*** Input for this task ***

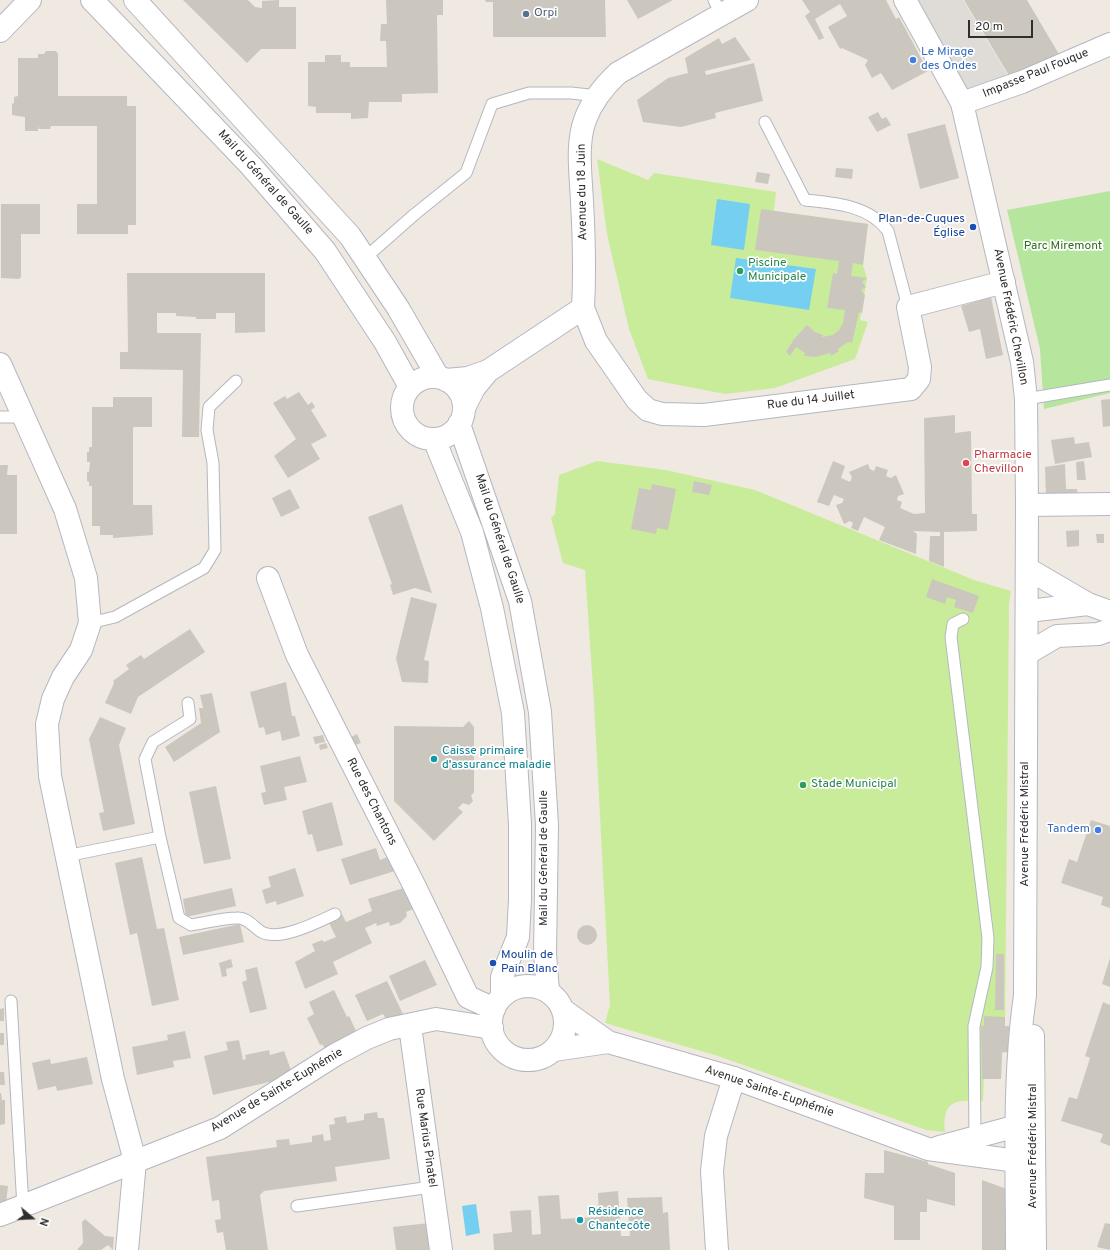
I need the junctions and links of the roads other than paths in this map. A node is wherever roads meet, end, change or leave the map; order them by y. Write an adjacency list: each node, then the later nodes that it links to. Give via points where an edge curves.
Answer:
1 (30, 0): 7 (street)
2 (92, 0): 21 (street, Mail du Général de Gaulle, via 251,166 326,251 385,342)
3 (134, 0): 12 (street, via 350,236)
4 (747, 0): 6 (street, Avenue du 18 Juin)
5 (905, 0): 10 (street, Avenue Frédéric Chevillon)
6 (718, 7): 9 (street, Avenue du 18 Juin, via 618,73 601,89)
7 (0, 31)
8 (1110, 44): 10 (street, Impasse Paul Fouque, via 1022,82)
9 (598, 96): 12 (lane, via 571,92 529,93 492,104 466,173); 15 (street, Avenue du 18 Juin, via 585,120 582,136 580,167 585,272)
10 (962, 103): 13 (street, Avenue Frédéric Chevillon)
11 (765, 122): 14 (lane, via 805,200 847,204 881,222 888,231)
12 (364, 258): 18 (street)
13 (1004, 282): 14 (street); 22 (street, Avenue Frédéric Chevillon, via 1022,362)
14 (908, 307): 15 (street, Rue du 14 Juillet, via 920,367 919,379 911,389 704,415 662,414 648,410 637,400 596,340)
15 (584, 308): 17 (street)
16 (0, 364): 25 (street)
17 (488, 371): 18 (street, via 468,378); 23 (street, via 474,388)
18 (442, 378): 21 (street, via 428,377); 23 (street, via 459,391)
19 (236, 381): 35 (lane, via 209,407 207,430 214,462 215,550 204,568 115,617)
20 (1110, 385): 22 (lane)
21 (410, 387): 26 (street, via 404,396 402,416 407,426 419,436)
22 (1026, 399): 28 (street, Avenue Frédéric Chevillon)
23 (462, 416): 26 (street, via 453,432); 43 (street, Mail du Général de Gaulle, via 520,601 540,712 547,825 545,954)
24 (0, 417): 25 (lane)
25 (24, 417): 35 (street, via 65,509 86,578)
26 (434, 439): 46 (street, Mail du Général de Gaulle, via 472,532 492,608 513,713 520,824 518,938 502,977)
27 (1110, 504): 28 (street)
28 (1027, 505): 29 (street, Avenue Frédéric Chevillon)
29 (1028, 569): 31 (street); 33 (street, Avenue Frédéric Chevillon)
30 (268, 578): 46 (street, Rue des Chantons, via 297,655 414,885 468,998)
31 (1088, 604): 32 (street); 33 (street)
32 (1110, 612)
33 (1028, 616): 37 (street); 38 (street, Avenue Frédéric Chevillon)
34 (963, 619): 52 (lane, via 952,624 950,636 988,938 987,967 974,1026)
35 (90, 623): 41 (street, via 81,650 63,677 53,699 47,724 50,776)
36 (1110, 630): 37 (street, via 1098,634)
37 (1057, 636): 38 (street)
38 (1028, 653): 51 (street, Avenue Frédéric Mistral, via 1025,995 1033,1036)
39 (188, 703): 40 (lane, via 190,719 153,742 145,759)
40 (160, 837): 41 (lane); 42 (lane, via 179,918 191,926 238,917 252,924 260,932 276,935 303,929)
41 (66, 856): 53 (street, via 113,1079)
42 (335, 914)
43 (548, 991): 45 (street, via 555,996); 46 (street, via 524,986 512,989)
44 (11, 1002): 57 (lane)
45 (563, 1010): 48 (street, Avenue Sainte-Euphémie); 49 (street, via 565,1031)
46 (496, 1011): 47 (street, Avenue de Sainte-Euphémie, via 436,1018); 49 (street, via 498,1044 511,1056 522,1060 534,1060)
47 (410, 1026): 53 (street, Avenue de Sainte-Euphémie, via 389,1029 354,1045 220,1128); 55 (street, Rue Marius Pinatel)
48 (608, 1042): 49 (street, Avenue Sainte-Euphémie); 50 (street, Avenue Sainte-Euphémie)
49 (554, 1050)
50 (734, 1078): 52 (street, Avenue Sainte-Euphémie, via 928,1149); 61 (street, via 716,1136 712,1171)
51 (1026, 1123): 52 (street, Avenue Sainte-Euphémie); 54 (street, Avenue Frédéric Mistral)
52 (976, 1146): 54 (street, Avenue Sainte-Euphémie)
53 (135, 1161): 57 (street, Avenue de Sainte-Euphémie); 59 (street)
54 (1026, 1162): 62 (street, Avenue Frédéric Mistral); 63 (street, Avenue Frédéric Mistral)
55 (431, 1187): 56 (lane); 60 (street, Rue Marius Pinatel)
56 (297, 1206)
57 (23, 1207): 58 (street, Avenue de Sainte-Euphémie)
58 (0, 1215)
59 (127, 1250)
60 (441, 1250)
61 (717, 1250)
62 (1017, 1250)
63 (1035, 1250)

*** End of Input for this task ***

**Your task:** Retype the listing verbatim, minus every image.

**Output for this exercise:**
I need the junctions and links of the roads other than paths in this map. A node is wherever roads meet, end, change or leave the map; order them by y. Write an adjacency list: each node, then the later nodes that it links to. Give via points where an edge curves.
Answer:
1 (30, 0): 7 (street)
2 (92, 0): 21 (street, Mail du Général de Gaulle, via 251,166 326,251 385,342)
3 (134, 0): 12 (street, via 350,236)
4 (747, 0): 6 (street, Avenue du 18 Juin)
5 (905, 0): 10 (street, Avenue Frédéric Chevillon)
6 (718, 7): 9 (street, Avenue du 18 Juin, via 618,73 601,89)
7 (0, 31)
8 (1110, 44): 10 (street, Impasse Paul Fouque, via 1022,82)
9 (598, 96): 12 (lane, via 571,92 529,93 492,104 466,173); 15 (street, Avenue du 18 Juin, via 585,120 582,136 580,167 585,272)
10 (962, 103): 13 (street, Avenue Frédéric Chevillon)
11 (765, 122): 14 (lane, via 805,200 847,204 881,222 888,231)
12 (364, 258): 18 (street)
13 (1004, 282): 14 (street); 22 (street, Avenue Frédéric Chevillon, via 1022,362)
14 (908, 307): 15 (street, Rue du 14 Juillet, via 920,367 919,379 911,389 704,415 662,414 648,410 637,400 596,340)
15 (584, 308): 17 (street)
16 (0, 364): 25 (street)
17 (488, 371): 18 (street, via 468,378); 23 (street, via 474,388)
18 (442, 378): 21 (street, via 428,377); 23 (street, via 459,391)
19 (236, 381): 35 (lane, via 209,407 207,430 214,462 215,550 204,568 115,617)
20 (1110, 385): 22 (lane)
21 (410, 387): 26 (street, via 404,396 402,416 407,426 419,436)
22 (1026, 399): 28 (street, Avenue Frédéric Chevillon)
23 (462, 416): 26 (street, via 453,432); 43 (street, Mail du Général de Gaulle, via 520,601 540,712 547,825 545,954)
24 (0, 417): 25 (lane)
25 (24, 417): 35 (street, via 65,509 86,578)
26 (434, 439): 46 (street, Mail du Général de Gaulle, via 472,532 492,608 513,713 520,824 518,938 502,977)
27 (1110, 504): 28 (street)
28 (1027, 505): 29 (street, Avenue Frédéric Chevillon)
29 (1028, 569): 31 (street); 33 (street, Avenue Frédéric Chevillon)
30 (268, 578): 46 (street, Rue des Chantons, via 297,655 414,885 468,998)
31 (1088, 604): 32 (street); 33 (street)
32 (1110, 612)
33 (1028, 616): 37 (street); 38 (street, Avenue Frédéric Chevillon)
34 (963, 619): 52 (lane, via 952,624 950,636 988,938 987,967 974,1026)
35 (90, 623): 41 (street, via 81,650 63,677 53,699 47,724 50,776)
36 (1110, 630): 37 (street, via 1098,634)
37 (1057, 636): 38 (street)
38 (1028, 653): 51 (street, Avenue Frédéric Mistral, via 1025,995 1033,1036)
39 (188, 703): 40 (lane, via 190,719 153,742 145,759)
40 (160, 837): 41 (lane); 42 (lane, via 179,918 191,926 238,917 252,924 260,932 276,935 303,929)
41 (66, 856): 53 (street, via 113,1079)
42 (335, 914)
43 (548, 991): 45 (street, via 555,996); 46 (street, via 524,986 512,989)
44 (11, 1002): 57 (lane)
45 (563, 1010): 48 (street, Avenue Sainte-Euphémie); 49 (street, via 565,1031)
46 (496, 1011): 47 (street, Avenue de Sainte-Euphémie, via 436,1018); 49 (street, via 498,1044 511,1056 522,1060 534,1060)
47 (410, 1026): 53 (street, Avenue de Sainte-Euphémie, via 389,1029 354,1045 220,1128); 55 (street, Rue Marius Pinatel)
48 (608, 1042): 49 (street, Avenue Sainte-Euphémie); 50 (street, Avenue Sainte-Euphémie)
49 (554, 1050)
50 (734, 1078): 52 (street, Avenue Sainte-Euphémie, via 928,1149); 61 (street, via 716,1136 712,1171)
51 (1026, 1123): 52 (street, Avenue Sainte-Euphémie); 54 (street, Avenue Frédéric Mistral)
52 (976, 1146): 54 (street, Avenue Sainte-Euphémie)
53 (135, 1161): 57 (street, Avenue de Sainte-Euphémie); 59 (street)
54 (1026, 1162): 62 (street, Avenue Frédéric Mistral); 63 (street, Avenue Frédéric Mistral)
55 (431, 1187): 56 (lane); 60 (street, Rue Marius Pinatel)
56 (297, 1206)
57 (23, 1207): 58 (street, Avenue de Sainte-Euphémie)
58 (0, 1215)
59 (127, 1250)
60 (441, 1250)
61 (717, 1250)
62 (1017, 1250)
63 (1035, 1250)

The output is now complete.